Bauchemie 2024-12-10T08:00:00Z Asphalt: Bitumen ohne Erdöl

Die meisten deutschen Straßen haben Fahrbahndecken aus Asphalt. Als Bindemittel für die Gesteinskörnungen kommt erdölbasiertes Bitumen zum Einsatz. In einer klimaneutralen Welt wird es dieses Rückstandsprodukt aus der Rohölverarbeitung nicht mehr geben. Gehören dann auch Asphaltstraßen der Vergangenheit an? Nein, denn es gibt bereits alternative Bindemittel, die ohne Erdöl auskommen.

Um die Zukunft der Asphaltherstellung einzuleiten, kooperiert die Kölner Strabag AG, nach eigenen Angaben „deutsche Marktführerin im Verkehrswegebau“, seit rund einem Jahr mit dem deutschen Start-up B2Square aus Meerbusch (NRW). Ziel: Die gemeinsame Vermarktung eines CO2-reduzierten Niedrigtemperaturasphalts, der ganz ohne erdölbasiertes Bitumen als Bindemittel auskommt. Stattdessen setzen die Kooperationspartner synthetisch hergestelltes Bitumen ein. Sie nennen es „Biobitumen“.

Was ist „Biobitumen“?

Thomas Nyhsen, Vorstandsmitglied der Strabag AG, äußerte sich Ende Juli 2023 ausgesprochen positiv: „Wir sind konstant auf der Suche nach neuen Lösungen für den Verkehrswegebau. Neben Asphaltrecycling setzen wir dabei auch auf völlig neue Materialien, wie eben Biobitumen. Da wir in ganz Deutschland tätig sind, können wir dieses Produkt unseren Kundinnen und Kunden flächendeckend anbieten – von der Hauseinfahrt bis zur Straße“.

Eine Nahaufnahme einer Asphaltoberfläche mit grober Textur.
Bitumen-Bindemittel sind stets klebrige Kohlenwasserstoff-Dispersionen. (Quelle: Pixabay)

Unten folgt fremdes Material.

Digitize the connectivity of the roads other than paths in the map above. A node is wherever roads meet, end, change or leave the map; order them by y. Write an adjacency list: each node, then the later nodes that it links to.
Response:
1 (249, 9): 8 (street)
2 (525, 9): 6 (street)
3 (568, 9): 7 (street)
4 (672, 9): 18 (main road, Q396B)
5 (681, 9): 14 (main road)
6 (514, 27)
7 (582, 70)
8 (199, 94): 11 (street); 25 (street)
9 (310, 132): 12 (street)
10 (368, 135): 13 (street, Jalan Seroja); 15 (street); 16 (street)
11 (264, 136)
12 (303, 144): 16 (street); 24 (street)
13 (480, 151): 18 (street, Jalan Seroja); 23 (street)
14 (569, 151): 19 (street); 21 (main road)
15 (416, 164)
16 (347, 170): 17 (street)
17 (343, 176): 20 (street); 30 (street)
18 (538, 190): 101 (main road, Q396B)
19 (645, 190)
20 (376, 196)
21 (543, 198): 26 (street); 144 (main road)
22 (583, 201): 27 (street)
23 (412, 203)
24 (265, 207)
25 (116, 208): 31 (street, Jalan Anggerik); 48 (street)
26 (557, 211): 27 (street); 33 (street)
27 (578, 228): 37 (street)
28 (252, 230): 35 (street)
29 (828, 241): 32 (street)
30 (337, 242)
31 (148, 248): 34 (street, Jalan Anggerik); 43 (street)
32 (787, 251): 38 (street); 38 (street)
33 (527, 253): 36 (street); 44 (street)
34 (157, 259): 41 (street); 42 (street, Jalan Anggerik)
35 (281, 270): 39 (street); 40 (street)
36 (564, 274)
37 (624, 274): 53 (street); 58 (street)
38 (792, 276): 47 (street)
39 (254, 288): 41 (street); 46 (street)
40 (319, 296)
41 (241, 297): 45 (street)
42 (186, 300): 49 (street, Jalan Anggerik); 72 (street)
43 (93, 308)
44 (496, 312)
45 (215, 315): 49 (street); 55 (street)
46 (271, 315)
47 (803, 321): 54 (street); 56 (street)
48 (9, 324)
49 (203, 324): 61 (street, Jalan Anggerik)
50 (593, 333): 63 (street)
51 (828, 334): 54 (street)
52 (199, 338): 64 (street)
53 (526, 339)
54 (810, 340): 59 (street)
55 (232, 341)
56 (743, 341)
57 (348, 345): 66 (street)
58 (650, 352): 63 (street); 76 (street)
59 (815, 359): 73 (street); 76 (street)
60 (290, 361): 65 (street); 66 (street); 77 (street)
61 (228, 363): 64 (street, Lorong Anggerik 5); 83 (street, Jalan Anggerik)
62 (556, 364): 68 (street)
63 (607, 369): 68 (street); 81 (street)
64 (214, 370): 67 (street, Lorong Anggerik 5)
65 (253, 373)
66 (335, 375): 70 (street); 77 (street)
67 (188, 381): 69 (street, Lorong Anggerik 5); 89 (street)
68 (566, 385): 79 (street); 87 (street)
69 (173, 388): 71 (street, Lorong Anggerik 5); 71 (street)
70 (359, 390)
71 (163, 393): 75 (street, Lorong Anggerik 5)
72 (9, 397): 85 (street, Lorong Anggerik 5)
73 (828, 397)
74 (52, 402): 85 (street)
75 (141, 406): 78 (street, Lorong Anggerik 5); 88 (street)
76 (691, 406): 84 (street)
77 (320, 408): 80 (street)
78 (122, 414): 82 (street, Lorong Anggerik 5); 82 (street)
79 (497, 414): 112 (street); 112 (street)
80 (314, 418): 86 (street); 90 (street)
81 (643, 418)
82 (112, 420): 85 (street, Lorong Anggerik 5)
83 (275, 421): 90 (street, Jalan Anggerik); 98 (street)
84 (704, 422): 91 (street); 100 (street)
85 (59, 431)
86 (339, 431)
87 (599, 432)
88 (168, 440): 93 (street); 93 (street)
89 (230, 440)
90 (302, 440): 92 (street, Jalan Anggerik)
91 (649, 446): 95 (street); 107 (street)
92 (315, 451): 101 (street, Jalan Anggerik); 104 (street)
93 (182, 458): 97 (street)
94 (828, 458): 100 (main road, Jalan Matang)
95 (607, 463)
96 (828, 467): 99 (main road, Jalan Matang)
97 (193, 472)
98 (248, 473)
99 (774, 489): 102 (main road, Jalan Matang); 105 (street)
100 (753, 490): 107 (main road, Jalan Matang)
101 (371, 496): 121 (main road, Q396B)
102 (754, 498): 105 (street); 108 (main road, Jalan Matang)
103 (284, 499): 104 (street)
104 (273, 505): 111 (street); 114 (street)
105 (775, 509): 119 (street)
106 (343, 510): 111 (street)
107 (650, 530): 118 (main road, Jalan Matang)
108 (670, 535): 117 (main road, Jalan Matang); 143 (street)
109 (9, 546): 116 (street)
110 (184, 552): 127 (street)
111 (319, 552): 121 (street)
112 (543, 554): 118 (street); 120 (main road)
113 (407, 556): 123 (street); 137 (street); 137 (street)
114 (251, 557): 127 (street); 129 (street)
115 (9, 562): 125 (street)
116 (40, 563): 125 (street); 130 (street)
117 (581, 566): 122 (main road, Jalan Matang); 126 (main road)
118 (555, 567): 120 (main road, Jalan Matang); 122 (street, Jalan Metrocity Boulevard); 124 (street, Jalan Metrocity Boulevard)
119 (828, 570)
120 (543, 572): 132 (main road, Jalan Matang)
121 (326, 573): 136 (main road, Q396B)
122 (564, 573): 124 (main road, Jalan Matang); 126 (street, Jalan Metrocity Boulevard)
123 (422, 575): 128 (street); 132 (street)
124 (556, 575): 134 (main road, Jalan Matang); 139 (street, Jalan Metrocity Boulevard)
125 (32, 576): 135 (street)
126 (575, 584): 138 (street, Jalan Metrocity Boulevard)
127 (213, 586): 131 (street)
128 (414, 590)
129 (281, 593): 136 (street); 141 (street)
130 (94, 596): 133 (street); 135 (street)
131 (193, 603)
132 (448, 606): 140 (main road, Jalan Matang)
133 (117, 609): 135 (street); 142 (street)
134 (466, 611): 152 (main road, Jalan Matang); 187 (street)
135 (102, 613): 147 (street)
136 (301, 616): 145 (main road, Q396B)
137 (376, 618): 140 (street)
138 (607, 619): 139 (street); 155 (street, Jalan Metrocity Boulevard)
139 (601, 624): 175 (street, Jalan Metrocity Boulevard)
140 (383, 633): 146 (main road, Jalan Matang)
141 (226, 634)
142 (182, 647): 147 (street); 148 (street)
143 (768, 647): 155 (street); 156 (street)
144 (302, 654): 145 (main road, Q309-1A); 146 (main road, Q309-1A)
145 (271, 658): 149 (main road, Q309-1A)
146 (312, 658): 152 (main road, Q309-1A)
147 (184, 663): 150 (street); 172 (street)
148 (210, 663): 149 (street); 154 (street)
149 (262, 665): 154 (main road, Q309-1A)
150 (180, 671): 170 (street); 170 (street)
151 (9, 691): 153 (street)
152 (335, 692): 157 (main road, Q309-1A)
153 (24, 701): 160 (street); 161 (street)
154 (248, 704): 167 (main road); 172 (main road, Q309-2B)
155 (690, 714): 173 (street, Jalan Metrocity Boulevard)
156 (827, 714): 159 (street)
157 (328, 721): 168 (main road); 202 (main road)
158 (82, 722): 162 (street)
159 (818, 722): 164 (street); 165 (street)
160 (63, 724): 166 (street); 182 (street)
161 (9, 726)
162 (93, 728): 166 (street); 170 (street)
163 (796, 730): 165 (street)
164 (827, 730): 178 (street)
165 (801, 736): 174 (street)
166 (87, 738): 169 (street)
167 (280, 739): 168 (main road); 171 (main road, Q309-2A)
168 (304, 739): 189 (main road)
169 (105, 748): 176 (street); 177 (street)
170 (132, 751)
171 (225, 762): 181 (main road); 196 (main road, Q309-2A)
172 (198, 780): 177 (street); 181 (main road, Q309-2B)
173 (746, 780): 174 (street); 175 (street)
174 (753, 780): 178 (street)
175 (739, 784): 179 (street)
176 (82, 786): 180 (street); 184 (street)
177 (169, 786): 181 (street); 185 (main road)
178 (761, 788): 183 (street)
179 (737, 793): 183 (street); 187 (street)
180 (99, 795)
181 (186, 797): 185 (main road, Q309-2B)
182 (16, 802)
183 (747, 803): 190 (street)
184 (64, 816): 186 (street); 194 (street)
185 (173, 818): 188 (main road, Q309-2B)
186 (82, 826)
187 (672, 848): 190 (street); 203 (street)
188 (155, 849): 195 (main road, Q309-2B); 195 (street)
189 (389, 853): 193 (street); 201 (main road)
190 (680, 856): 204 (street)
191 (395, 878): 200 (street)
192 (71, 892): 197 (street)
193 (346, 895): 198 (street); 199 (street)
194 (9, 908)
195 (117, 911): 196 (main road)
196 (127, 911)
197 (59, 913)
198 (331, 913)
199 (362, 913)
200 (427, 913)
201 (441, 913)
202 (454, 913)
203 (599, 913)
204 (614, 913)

Um was für einen Bitumen-Ersatzstoff geht es? Was ist Biobitumen? B2Square verwendet für den Ersatzstoff ein synthetisch hergestelltes Asphalten-Pulver und ebenfalls synthetisch hergestellte flüssige Maltene. Die Asphaltene werden aus natürlich vorkommenden Kohlenwasserstoff-Harzen gewonnen, als Maltene kommt ein Extrakt aus gepressten Cashew-Schalen zum Einsatz.

Zum Hintergrund: Auch bei erdölbasiertem Bitumen handelt es sich um eine klebrige Kohlenwasserstoff-Dispersion, bei der Maltene als flüssiges Dispersionsmittel fungieren. In dieser Flüssigkeit sind die Asphaltene als schwarze bis dunkelbraune Feststoffe dispergiert. Sie entstehen bei der Bildung von Erdöl und sind für dessen hohe Dichte und Zähflüssigkeit verantwortlich.

Kalte Komponenten

Eine Besonderheit des Biobitumens ist, dass beide Hauptkomponenten – Asphaltene und Maltene – erst auf der Baustelle zur Herstellung von Asphalt kalt beigemischt werden. Das Bindemittel macht etwa 5 % des Asphalts aus, die restlichen 95 % bestehen – wie auch bei herkömmlichem Asphalt – aus Steinen, Sand und Füllstoffen. Durch die kalte Beimischung des Bindemittels ergibt sich eine deutlich geringere Einbautemperatur als bei herkömmlichem Asphalt. Das erhöht auch die Arbeitssicherheit, da die Bauteams vor Ort weniger Aerosolen ausgesetzt sind.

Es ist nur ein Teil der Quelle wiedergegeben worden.